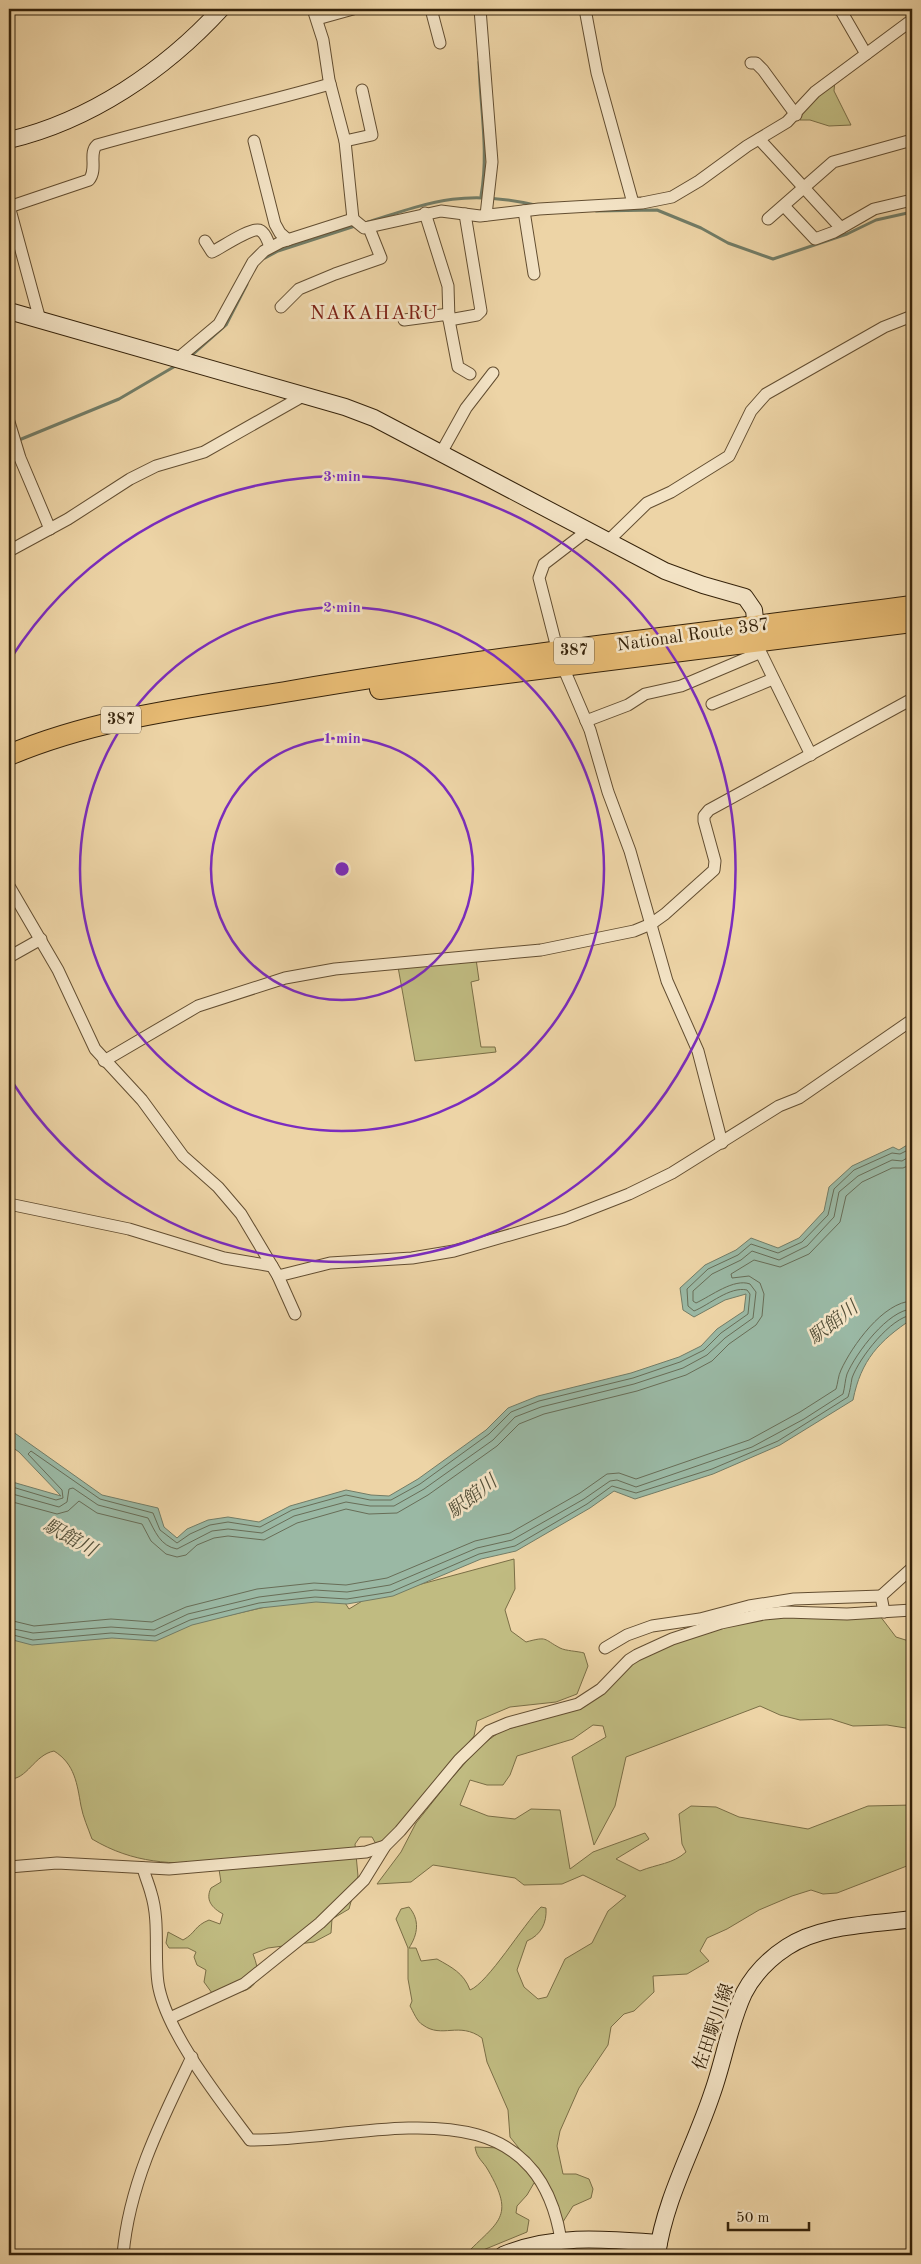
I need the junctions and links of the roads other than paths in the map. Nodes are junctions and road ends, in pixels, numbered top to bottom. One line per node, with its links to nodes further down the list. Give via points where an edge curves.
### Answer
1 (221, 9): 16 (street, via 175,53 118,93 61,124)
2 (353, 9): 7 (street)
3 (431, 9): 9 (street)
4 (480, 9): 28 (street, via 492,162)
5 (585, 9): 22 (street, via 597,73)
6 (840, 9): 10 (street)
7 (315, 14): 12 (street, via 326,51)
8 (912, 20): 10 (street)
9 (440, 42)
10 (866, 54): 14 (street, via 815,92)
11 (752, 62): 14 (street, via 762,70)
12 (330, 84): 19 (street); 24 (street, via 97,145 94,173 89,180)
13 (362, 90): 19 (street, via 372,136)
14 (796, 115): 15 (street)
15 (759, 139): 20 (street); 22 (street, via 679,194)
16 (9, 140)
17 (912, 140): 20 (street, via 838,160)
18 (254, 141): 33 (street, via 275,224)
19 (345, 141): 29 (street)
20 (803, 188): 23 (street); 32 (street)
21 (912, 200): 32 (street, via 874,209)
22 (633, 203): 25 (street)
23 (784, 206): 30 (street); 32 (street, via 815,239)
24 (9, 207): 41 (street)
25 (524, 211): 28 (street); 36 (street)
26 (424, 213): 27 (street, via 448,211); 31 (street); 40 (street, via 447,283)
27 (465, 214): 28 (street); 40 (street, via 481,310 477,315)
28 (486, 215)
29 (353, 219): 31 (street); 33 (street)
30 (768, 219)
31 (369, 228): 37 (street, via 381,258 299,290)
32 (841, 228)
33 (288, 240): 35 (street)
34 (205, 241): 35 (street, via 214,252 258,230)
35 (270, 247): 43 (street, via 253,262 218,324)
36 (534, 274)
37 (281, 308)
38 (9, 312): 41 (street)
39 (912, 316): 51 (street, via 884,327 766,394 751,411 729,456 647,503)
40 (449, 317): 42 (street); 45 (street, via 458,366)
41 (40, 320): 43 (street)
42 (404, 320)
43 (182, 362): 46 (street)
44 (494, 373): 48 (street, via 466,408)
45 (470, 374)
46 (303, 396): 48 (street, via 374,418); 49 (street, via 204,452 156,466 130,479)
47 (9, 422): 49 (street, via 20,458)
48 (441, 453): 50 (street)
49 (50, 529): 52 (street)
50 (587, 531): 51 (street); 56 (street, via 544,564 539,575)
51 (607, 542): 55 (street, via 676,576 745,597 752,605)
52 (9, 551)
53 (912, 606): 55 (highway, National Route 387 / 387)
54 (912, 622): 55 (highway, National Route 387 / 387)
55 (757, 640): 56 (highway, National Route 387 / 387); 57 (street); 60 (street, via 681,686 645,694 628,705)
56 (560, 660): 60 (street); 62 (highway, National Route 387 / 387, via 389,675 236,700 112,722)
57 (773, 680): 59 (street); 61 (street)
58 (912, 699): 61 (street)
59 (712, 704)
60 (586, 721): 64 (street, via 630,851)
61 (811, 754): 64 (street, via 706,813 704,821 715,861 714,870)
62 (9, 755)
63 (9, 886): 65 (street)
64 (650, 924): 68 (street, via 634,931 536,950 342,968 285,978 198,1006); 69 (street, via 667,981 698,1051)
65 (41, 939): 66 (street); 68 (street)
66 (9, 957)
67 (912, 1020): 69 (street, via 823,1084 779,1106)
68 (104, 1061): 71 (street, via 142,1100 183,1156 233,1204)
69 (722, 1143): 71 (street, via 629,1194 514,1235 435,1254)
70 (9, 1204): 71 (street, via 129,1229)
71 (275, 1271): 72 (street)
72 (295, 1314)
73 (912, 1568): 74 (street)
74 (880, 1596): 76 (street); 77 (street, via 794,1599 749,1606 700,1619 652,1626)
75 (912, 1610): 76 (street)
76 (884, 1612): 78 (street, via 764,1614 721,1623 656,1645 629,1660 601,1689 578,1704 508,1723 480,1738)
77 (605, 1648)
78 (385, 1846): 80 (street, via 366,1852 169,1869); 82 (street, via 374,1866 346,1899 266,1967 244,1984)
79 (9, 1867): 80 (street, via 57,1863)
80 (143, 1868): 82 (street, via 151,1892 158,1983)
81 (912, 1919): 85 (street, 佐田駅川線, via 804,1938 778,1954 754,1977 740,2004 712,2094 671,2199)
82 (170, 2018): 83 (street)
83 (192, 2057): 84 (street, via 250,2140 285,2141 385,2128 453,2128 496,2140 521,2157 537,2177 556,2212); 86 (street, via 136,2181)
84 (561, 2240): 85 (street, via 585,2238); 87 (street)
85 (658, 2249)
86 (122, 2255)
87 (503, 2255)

_ _ _ _ _ _ _

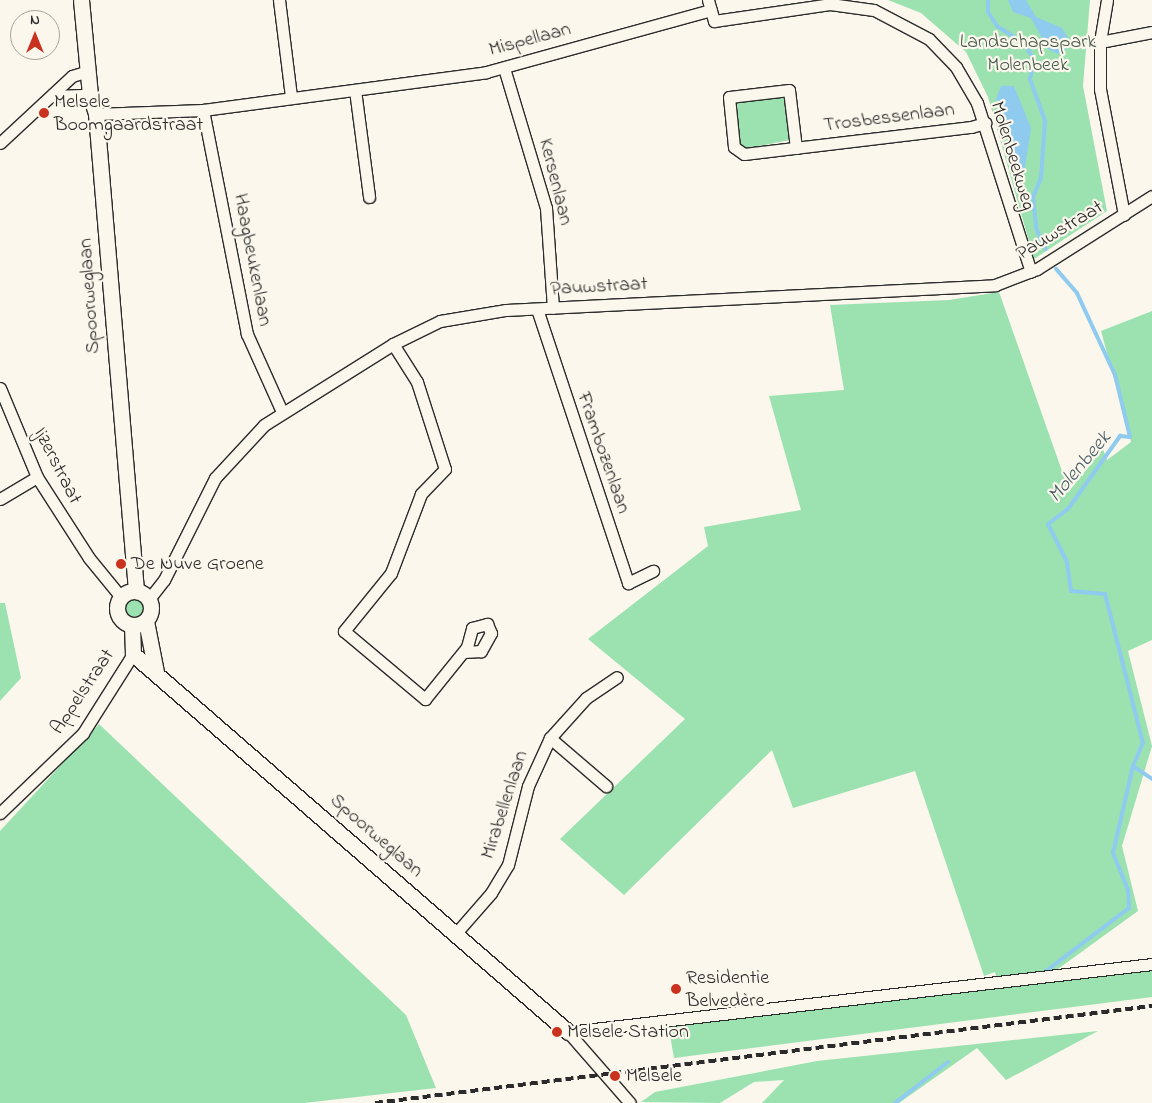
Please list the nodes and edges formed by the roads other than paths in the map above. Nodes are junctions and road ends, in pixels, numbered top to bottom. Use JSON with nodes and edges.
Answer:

_ _ _ _ _ _ _

# [WORK REQUIRED]
What is needed is a copy of every line above in which "paths" appears.

# [TASK RESPONSE]
I need the junctions and links of the roads other than paths in the map. Nodes are junctions and road ends, in pixels, numbered top to bottom. One line per node, with its links to nodes further down the list. Give via points where an edge curves.
Please list the nodes and edges formed by the roads other than paths in the map above. Nodes are junctions and road ends, in pixels, numbered top to bottom. Use JSON with nodes and edges.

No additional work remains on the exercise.